Today’s News - Thursday, March 2, 2017
EDITOR'S NOTE: Tomorrow and Monday will be no-newsletter days. We'll be back Tuesday, March 7.
• As promised more poetic Prtizker Prize prose (with some politics mixed in for good measure):
• Hawthorne says selecting the Spanish trio is "a nod to the forces that gave rise to Brexit and Trump," with the jury "looking for architecture - both to encourage a new set of priorities in the profession and to send a distinctly political message."
• Rhodes sees the Pritzker pick as "an oblique commentary on global politics" - RCR Arquitectes "stands in as a metaphor for appreciating otherness in the world."
• Mafi sees the selection "to be highly political," acknowledging "the importance of collaboration in an increasingly divided world and a tacit rejection of exclusionary policies."

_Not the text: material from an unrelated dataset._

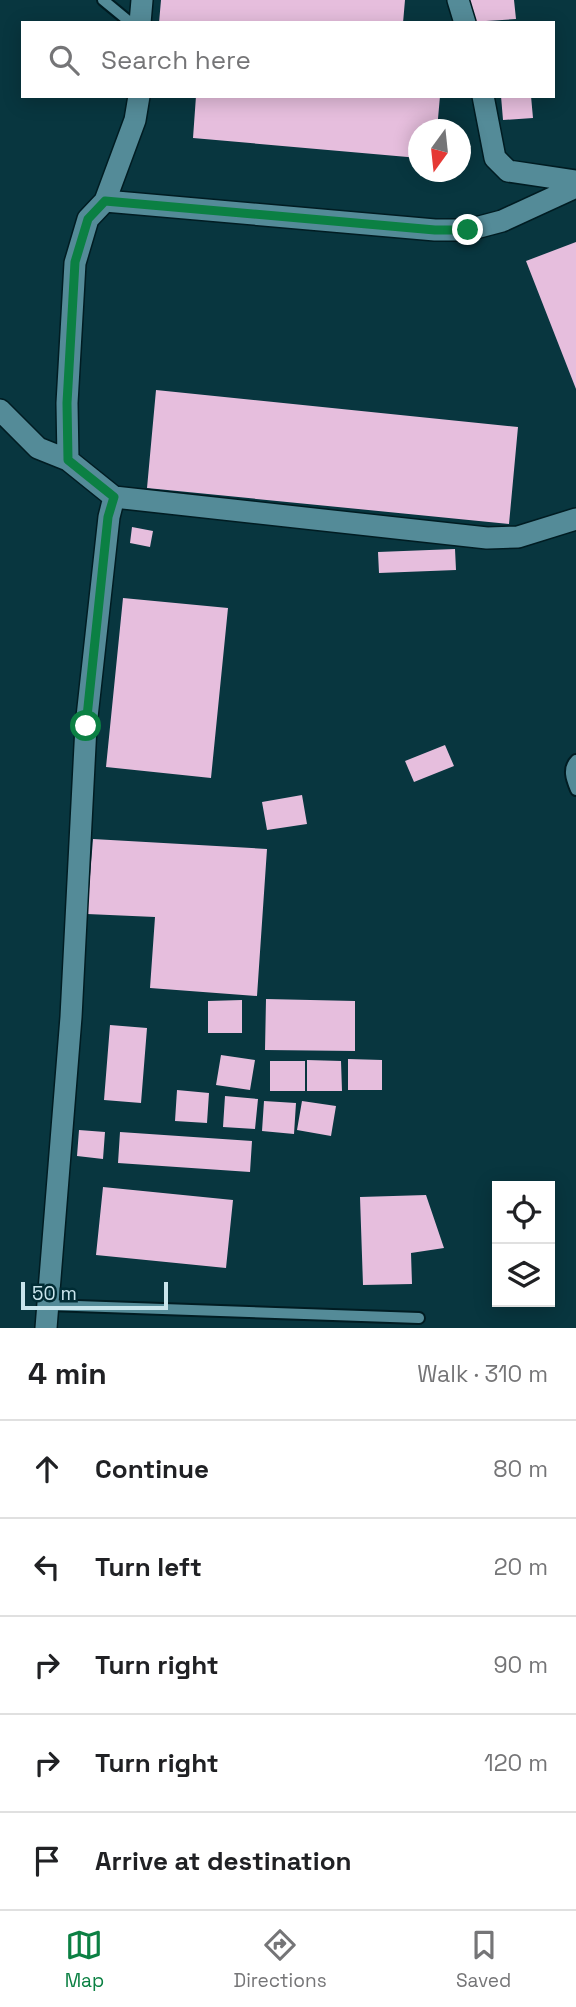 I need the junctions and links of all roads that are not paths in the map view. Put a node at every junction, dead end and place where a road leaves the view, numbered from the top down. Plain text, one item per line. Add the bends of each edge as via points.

• Glancey cheers the Catalan trio that has "shaped one exquisite modern building after another, each one a delight for the senses."

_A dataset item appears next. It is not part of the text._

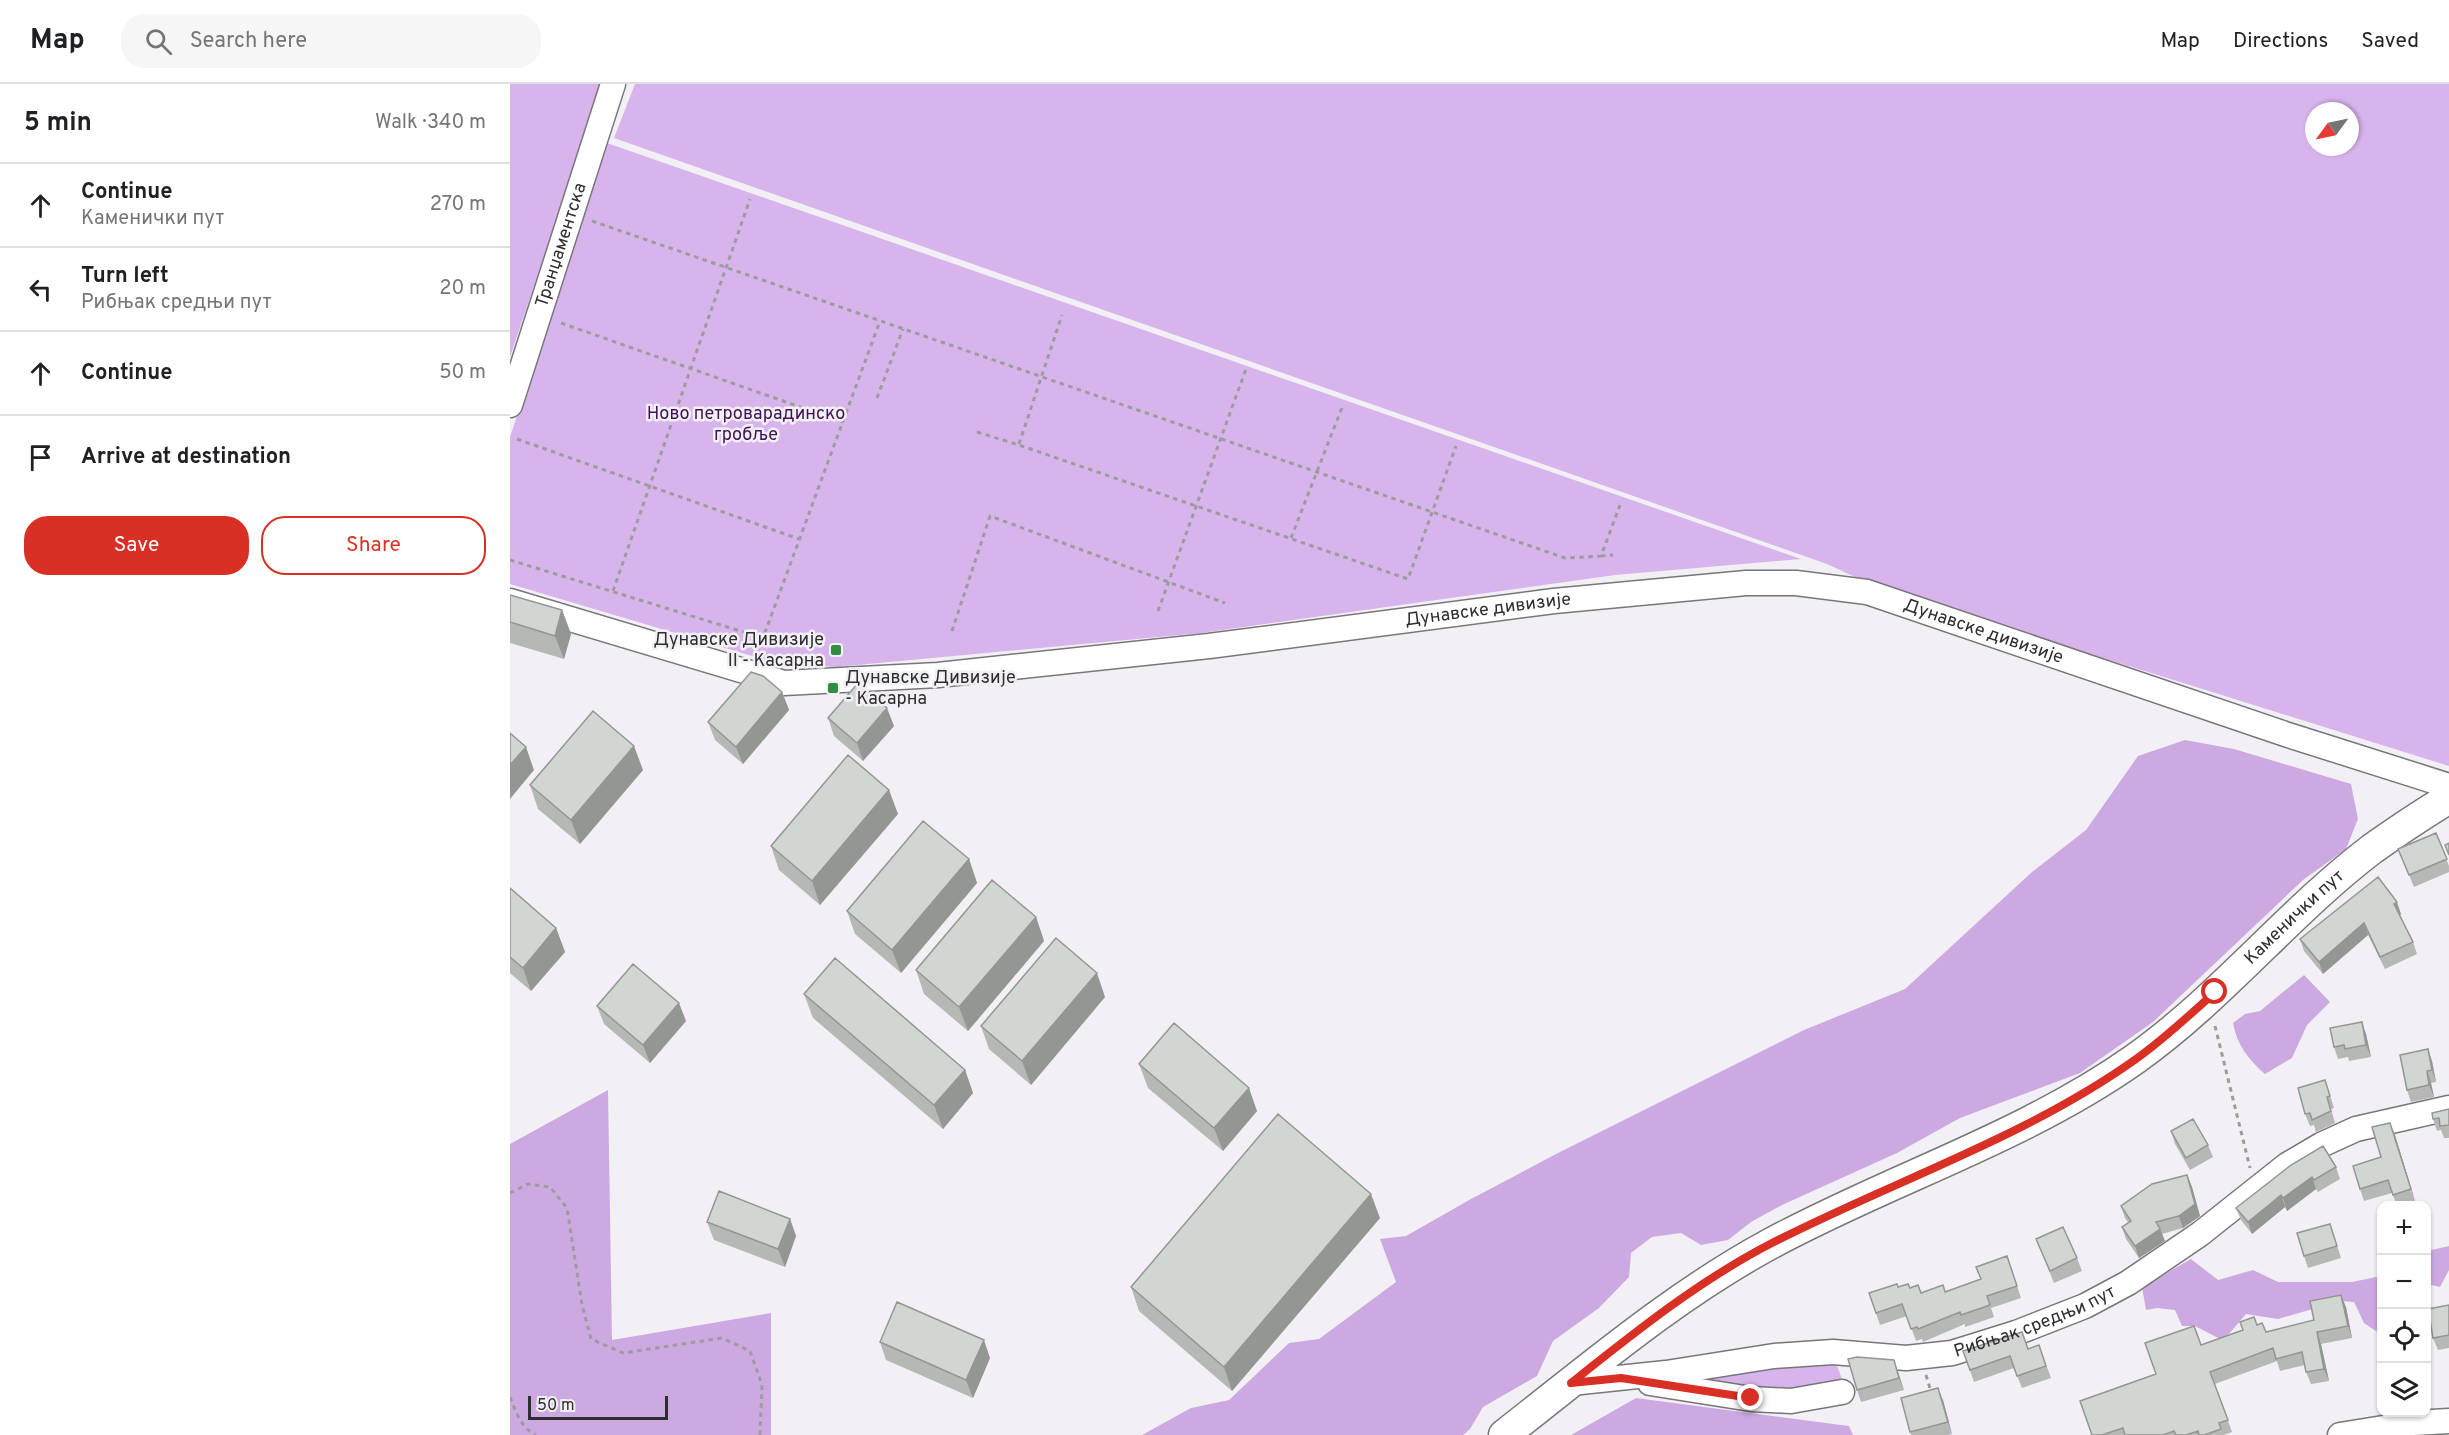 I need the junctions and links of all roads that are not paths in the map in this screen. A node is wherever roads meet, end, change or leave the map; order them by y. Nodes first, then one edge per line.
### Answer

• Heathcote hails the winning trio for not being afraid of the "slightly suspect concept of beauty" by creating "some of the most ethereal, exquisite and, yes, beautiful architecture of modern times" (may - or may not - be behind a paywall; we got to it 2 out 3 tries).

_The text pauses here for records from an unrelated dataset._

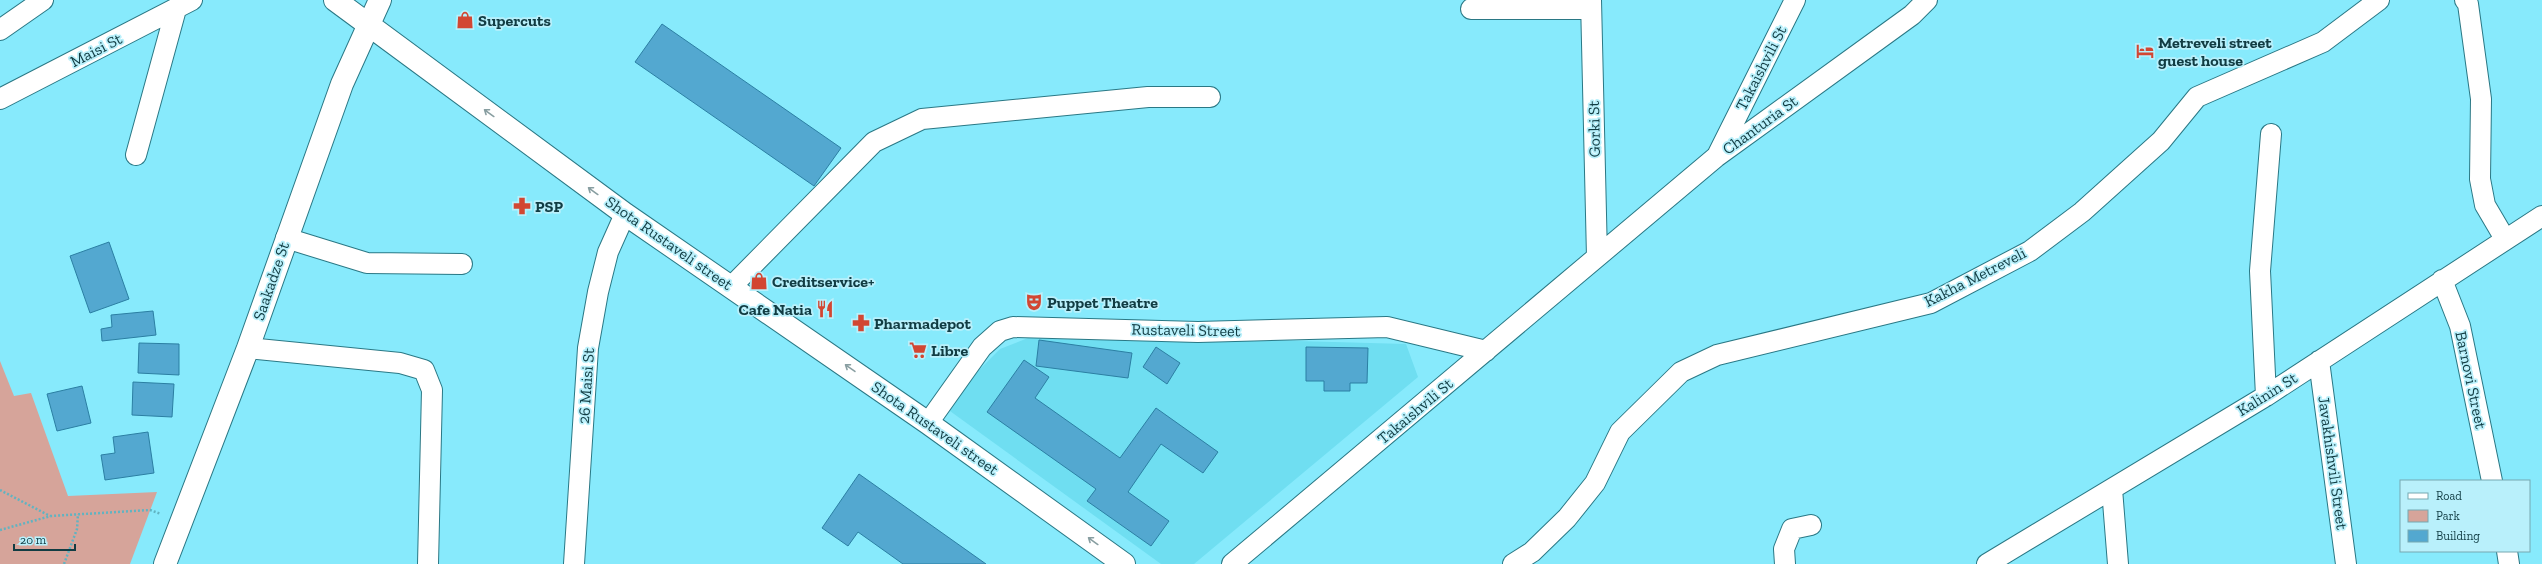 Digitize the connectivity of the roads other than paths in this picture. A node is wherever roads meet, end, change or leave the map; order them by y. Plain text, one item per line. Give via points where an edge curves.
1 (43, 0) edge
2 (335, 0) edge
3 (380, 0) edge
4 (1795, 0) edge
5 (1927, 0) edge
6 (2379, 0) edge
7 (2465, 0) edge
8 (184, 4) edge
9 (1591, 5) edge
10 (1471, 9) dead end
11 (368, 24) junction
12 (0, 30) edge
13 (1210, 97) dead end
14 (0, 99) edge
15 (2271, 134) dead end
16 (136, 155) dead end
17 (1716, 158) junction
18 (625, 214) junction
19 (2542, 216) edge
20 (286, 238) junction
21 (2505, 239) junction
22 (1597, 257) junction
23 (462, 264) dead end
24 (2442, 280) junction
25 (732, 286) junction
26 (248, 348) junction
27 (1486, 351) junction
28 (2319, 361) junction
29 (2266, 396) junction
30 (928, 423) junction
31 (2492, 480) edge
32 (2112, 489) junction
33 (1811, 525) dead end
34 (2507, 552) edge
35 (165, 564) edge
36 (428, 564) edge
37 (574, 564) edge
38 (1124, 564) edge
39 (1232, 564) edge
40 (1513, 564) edge
41 (1785, 564) edge
42 (1987, 564) edge
43 (2118, 564) edge
44 (2346, 564) edge
45 (2509, 564) edge

1 - 12 street
2 - 11 main road, Shota Rustaveli street
3 - 11 main road, Saakadze St
4 - 17 street, Takaishvili St
5 - 17 street, Chanturia St via 1912,14
6 - 40 street, Kakha Metreveli via 2323,42 2196,97 2161,141 2082,212 2030,251 1931,303 1717,354 1681,372 1620,432 1595,483 1567,518 1532,552
7 - 21 street via 2468,4 2482,99 2480,179 2486,205
8 - 14 street, Maisi St
8 - 16 street
9 - 10 street
9 - 22 street, Gorki St
18 -> 11 main road, Shota Rustaveli street
11 - 20 main road, Saakadze St via 342,84
13 - 25 street via 1148,97 922,119 874,142
15 - 29 street via 2260,271
17 - 22 street, Chanturia St
18 - 25 main road, Shota Rustaveli street
18 - 37 street, 26 Maisi St via 608,252 588,348
19 - 21 street, Kalinin St
20 - 23 street via 367,263
20 - 26 main road, Saakadze St
21 - 24 street, Kalinin St
22 - 27 street, Takaishvili St
24 - 28 street, Kalinin St
24 - 31 street, Barnovi Street via 2460,326
30 -> 25 main road, Shota Rustaveli street
26 - 35 main road, Saakadze St
26 - 36 street via 400,363 424,370 432,390
27 - 30 street, Rustaveli Street via 1387,327 1198,332 1013,327 1000,331 982,347
27 - 39 street, Takaishvili St
28 - 29 street, Kalinin St
28 - 44 street, Javakhishvili Street
29 - 32 street, Kalinin St
38 -> 30 main road, Shota Rustaveli street
32 - 42 street, Kalinin St
32 - 43 street
33 - 41 street via 1792,529 1784,549
34 - 45 street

• Budds minces no words: "RIP, starchitecture. And good riddance" - the Pritzker pick "illuminates a path forward for an industry struggling with identity and communication."
• Lange had never heard of RCR Arcquitectes, but she's pleased the jury picked "three!" collaborators - and "added another woman. This is how architecture is really practiced so, thank you."
• Pritzker Prize Executive Director Thorne re: why the jury selected three people: "because they have a very special form of working together," and their architecture "is very experiential."
• McGuigan mulls the proliferation of awards programs, and how much they really matter: "if your project is honored along with hundreds of others, how big a deal can that be?"
• Morris ponders "doing the right thing in an upside down world of Trump and Brexit": against the odds, "we are grass roots, community based, collaborative, cooperative - we are the place makers; we are the community builders."
• Buday calls for putting "narrative back into architecture," which "has spent the last 75 years searching to regain the public's interest, to reconnect buildings to culture, to rediscover its social purpose. It is still looking."
• Goldhagen dives deep into how "New York's waterfront park-building campaign epitomizes a reorientation of major cities around the globe toward their aquatic edges."
• A debate arises from a study about the relationship between compact development and driving, "leading to a muddled understanding about the true impact of compact development."
• Weekend diversions:
• Iovine cheers "Architecture of Independence: African Modernism" at NY's Center for Architecture that offers 80 "underappreciated gems built to embody exuberant hope, calculated anti-colonialism, ambition, and liberation."
• New-York Historical Society celebrates Women's History Month in anticipation of Jiricná's new Center for Women's History, opening late April.
• "Smarter Buildings: At the Intersection of Architecture, Design, and Technology" is the result of AIA Seattle's Emerging Professionals Travel Scholarship, showcasing Miller Hull's Eckhardt's search for the world's smartest buildings.
• "Road to Revolution: A 30-Day Journey Across Cuba" at BSA Space in Boston charts the 560-mile trek Shepley Bulfinch's Gordon took across the island.
• Riley cheers "Robert Adam's London" at Sir John Soane's Museum (but this "clever and expository" show is on view only 'til March 11).
• Moore gives thumbs-up to Webb's "Building Community New Apartment Architecture" that "mines a rich seam since, for both good and questionable reasons, architects love playing around with blocks of flats."
• Moonan marvels that "Michigan Modern: Design That Shaped America" makes the most excellent "case that Modernist architecture and design was developed in Michigan, not imported from Europe between 1900 and 1970."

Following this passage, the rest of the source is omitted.